What to produce: The lines to find are those in the entries that hold the word "node"; copy every one of them.

Given information:
┄┄┄┄┄┄┄┄┄┄┄┄┄┄┄┄┄┄┄┄

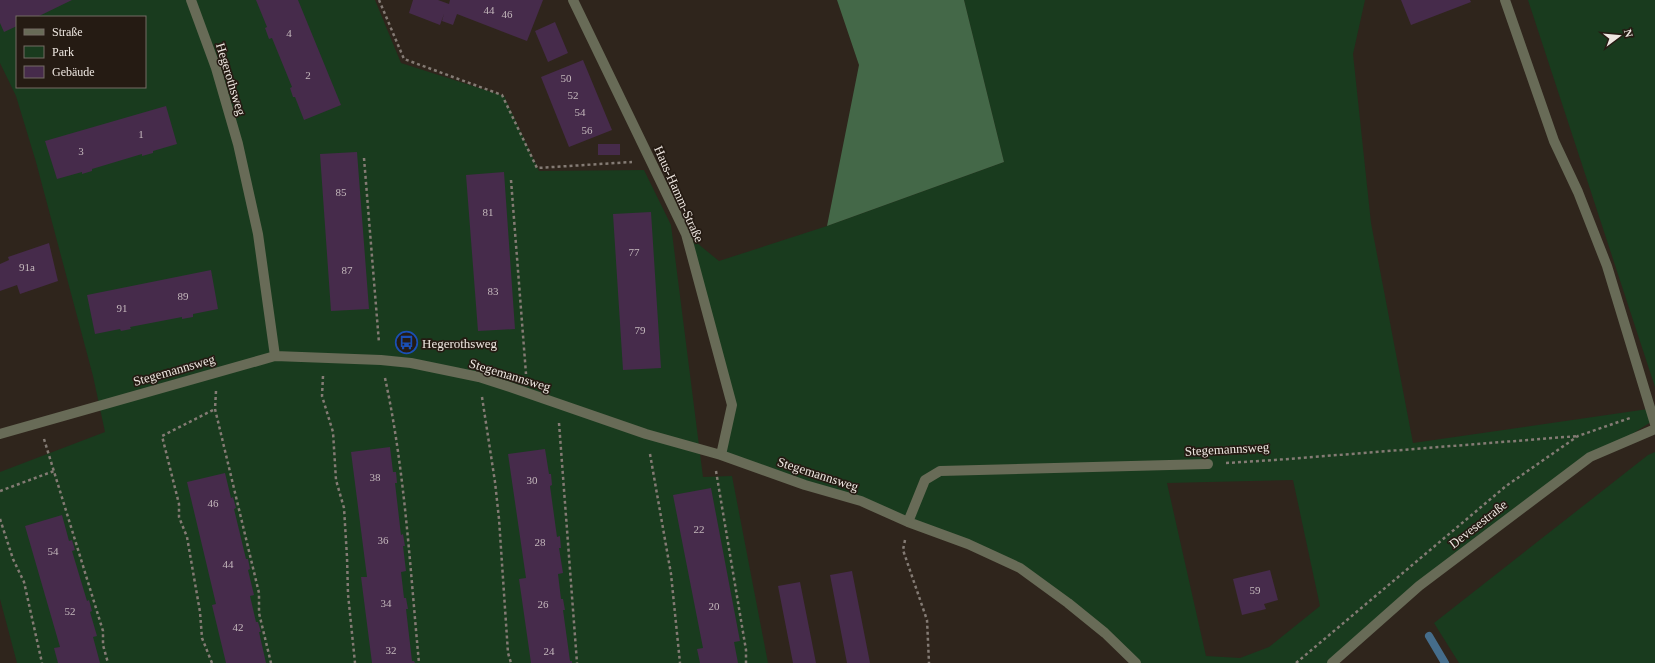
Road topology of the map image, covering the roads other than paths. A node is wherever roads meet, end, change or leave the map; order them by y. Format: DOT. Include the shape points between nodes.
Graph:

┄┄┄┄┄┄┄┄┄┄┄┄┄┄┄┄┄┄┄┄

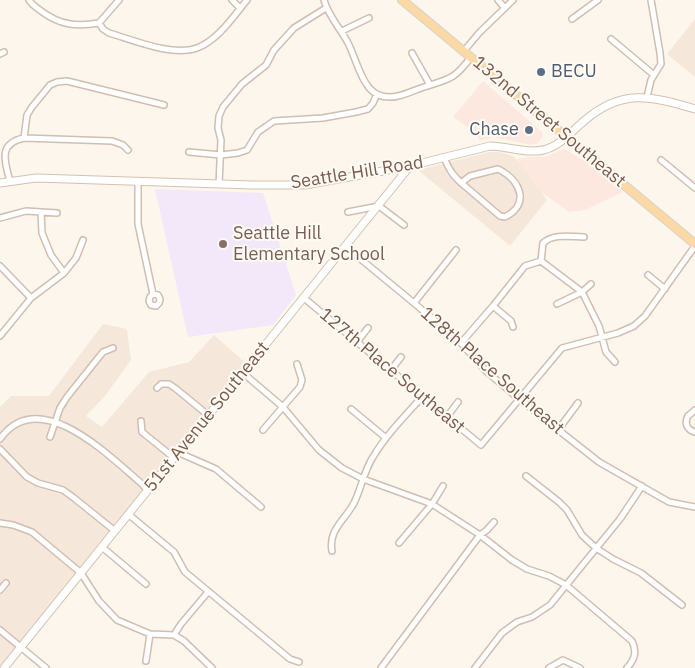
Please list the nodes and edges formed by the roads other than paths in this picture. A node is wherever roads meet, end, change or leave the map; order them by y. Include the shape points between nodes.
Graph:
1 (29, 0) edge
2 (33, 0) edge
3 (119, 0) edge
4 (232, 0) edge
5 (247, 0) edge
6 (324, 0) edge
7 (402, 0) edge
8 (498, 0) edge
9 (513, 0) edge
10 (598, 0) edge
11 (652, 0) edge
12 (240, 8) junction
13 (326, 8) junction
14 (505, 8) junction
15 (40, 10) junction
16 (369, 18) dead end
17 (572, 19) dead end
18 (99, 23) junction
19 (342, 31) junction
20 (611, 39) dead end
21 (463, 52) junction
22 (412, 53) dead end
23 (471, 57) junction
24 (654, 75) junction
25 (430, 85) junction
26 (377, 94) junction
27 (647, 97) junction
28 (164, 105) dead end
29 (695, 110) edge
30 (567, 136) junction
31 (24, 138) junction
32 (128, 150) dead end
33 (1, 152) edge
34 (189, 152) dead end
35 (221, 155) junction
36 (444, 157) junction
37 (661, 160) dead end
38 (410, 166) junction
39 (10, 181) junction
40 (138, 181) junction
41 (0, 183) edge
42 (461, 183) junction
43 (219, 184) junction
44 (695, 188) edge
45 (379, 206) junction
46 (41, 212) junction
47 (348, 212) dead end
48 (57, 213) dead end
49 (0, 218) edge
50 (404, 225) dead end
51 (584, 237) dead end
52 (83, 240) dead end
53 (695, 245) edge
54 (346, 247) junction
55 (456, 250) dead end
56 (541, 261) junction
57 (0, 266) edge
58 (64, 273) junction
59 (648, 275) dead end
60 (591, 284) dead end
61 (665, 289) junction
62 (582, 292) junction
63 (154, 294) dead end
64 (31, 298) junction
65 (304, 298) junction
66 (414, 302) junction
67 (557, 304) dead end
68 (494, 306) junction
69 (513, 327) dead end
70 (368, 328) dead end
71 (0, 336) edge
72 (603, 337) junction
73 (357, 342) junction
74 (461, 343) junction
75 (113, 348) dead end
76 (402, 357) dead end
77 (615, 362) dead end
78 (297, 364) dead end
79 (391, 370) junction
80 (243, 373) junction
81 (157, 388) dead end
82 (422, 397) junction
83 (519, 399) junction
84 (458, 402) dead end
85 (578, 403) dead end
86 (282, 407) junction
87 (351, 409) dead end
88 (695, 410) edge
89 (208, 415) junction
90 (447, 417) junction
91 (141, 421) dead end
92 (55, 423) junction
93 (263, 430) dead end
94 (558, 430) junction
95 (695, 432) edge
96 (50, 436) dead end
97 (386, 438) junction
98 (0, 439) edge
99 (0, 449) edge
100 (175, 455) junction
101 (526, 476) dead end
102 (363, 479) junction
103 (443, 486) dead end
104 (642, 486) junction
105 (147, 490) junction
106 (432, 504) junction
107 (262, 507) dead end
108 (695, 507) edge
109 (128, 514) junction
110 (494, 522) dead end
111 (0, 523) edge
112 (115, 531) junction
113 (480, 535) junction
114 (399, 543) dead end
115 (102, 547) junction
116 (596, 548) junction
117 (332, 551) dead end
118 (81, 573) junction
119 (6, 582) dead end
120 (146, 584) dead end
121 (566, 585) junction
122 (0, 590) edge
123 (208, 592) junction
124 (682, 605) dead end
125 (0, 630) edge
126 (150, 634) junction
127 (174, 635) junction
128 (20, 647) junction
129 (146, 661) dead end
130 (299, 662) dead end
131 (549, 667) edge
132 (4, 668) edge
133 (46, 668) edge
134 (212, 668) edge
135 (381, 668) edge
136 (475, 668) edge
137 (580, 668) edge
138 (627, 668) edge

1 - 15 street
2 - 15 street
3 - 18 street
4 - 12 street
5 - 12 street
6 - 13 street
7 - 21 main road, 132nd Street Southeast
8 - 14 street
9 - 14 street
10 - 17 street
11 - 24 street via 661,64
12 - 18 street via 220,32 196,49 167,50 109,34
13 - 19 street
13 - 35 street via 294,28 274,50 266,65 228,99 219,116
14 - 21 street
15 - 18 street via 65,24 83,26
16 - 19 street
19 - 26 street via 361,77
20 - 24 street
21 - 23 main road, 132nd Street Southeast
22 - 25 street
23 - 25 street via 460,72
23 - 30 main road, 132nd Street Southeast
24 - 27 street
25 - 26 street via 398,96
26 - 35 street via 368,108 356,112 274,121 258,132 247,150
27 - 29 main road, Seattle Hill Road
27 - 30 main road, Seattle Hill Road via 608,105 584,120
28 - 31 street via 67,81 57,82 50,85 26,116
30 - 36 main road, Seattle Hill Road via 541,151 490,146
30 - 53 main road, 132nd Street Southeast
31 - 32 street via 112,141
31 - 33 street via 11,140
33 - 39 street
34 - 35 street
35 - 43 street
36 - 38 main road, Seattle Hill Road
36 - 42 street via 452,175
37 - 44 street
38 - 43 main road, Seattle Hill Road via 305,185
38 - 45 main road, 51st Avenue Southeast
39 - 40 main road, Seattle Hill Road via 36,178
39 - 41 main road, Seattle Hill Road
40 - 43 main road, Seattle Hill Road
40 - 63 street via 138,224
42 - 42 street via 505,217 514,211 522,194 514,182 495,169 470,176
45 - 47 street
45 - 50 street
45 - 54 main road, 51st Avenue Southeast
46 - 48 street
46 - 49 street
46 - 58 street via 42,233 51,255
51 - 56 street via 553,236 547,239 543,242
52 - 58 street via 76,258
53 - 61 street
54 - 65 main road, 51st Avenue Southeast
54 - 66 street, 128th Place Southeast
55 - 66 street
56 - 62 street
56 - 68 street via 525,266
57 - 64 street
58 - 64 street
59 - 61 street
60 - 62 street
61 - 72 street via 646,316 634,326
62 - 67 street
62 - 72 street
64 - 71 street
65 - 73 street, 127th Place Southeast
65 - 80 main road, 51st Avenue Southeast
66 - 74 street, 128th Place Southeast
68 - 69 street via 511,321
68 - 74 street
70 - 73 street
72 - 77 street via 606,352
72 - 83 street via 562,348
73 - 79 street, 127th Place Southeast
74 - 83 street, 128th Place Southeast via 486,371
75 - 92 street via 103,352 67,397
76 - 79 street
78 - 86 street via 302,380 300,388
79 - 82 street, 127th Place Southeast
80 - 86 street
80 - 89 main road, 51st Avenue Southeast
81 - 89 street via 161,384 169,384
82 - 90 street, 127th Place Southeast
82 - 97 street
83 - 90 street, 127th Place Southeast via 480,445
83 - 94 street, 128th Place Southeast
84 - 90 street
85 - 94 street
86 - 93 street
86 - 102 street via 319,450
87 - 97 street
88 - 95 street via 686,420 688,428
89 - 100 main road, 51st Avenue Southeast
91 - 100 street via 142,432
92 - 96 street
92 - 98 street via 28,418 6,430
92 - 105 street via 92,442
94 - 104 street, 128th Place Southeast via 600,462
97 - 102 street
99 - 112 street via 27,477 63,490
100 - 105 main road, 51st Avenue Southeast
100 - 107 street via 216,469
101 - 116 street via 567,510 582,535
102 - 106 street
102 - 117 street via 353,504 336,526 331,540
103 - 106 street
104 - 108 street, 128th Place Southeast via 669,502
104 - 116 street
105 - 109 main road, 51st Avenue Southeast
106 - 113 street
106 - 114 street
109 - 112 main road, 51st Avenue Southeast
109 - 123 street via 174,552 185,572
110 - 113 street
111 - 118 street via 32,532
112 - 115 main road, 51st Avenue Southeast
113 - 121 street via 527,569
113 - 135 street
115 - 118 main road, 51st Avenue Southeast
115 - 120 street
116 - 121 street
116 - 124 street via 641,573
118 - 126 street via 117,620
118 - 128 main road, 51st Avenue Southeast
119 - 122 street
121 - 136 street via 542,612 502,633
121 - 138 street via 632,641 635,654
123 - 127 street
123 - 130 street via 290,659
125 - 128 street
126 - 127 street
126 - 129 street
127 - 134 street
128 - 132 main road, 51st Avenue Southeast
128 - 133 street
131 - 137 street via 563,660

┄┄┄┄┄┄┄┄┄┄┄┄┄┄┄┄┄┄┄┄

Written solution:
Road topology of the map image, covering the roads other than paths. A node is wherever roads meet, end, change or leave the map; order them by y. Format: DOT. Include the shape points between nodes.
Please list the nodes and edges formed by the roads other than paths in this picture. A node is wherever roads meet, end, change or leave the map; order them by y. Include the shape points between nodes.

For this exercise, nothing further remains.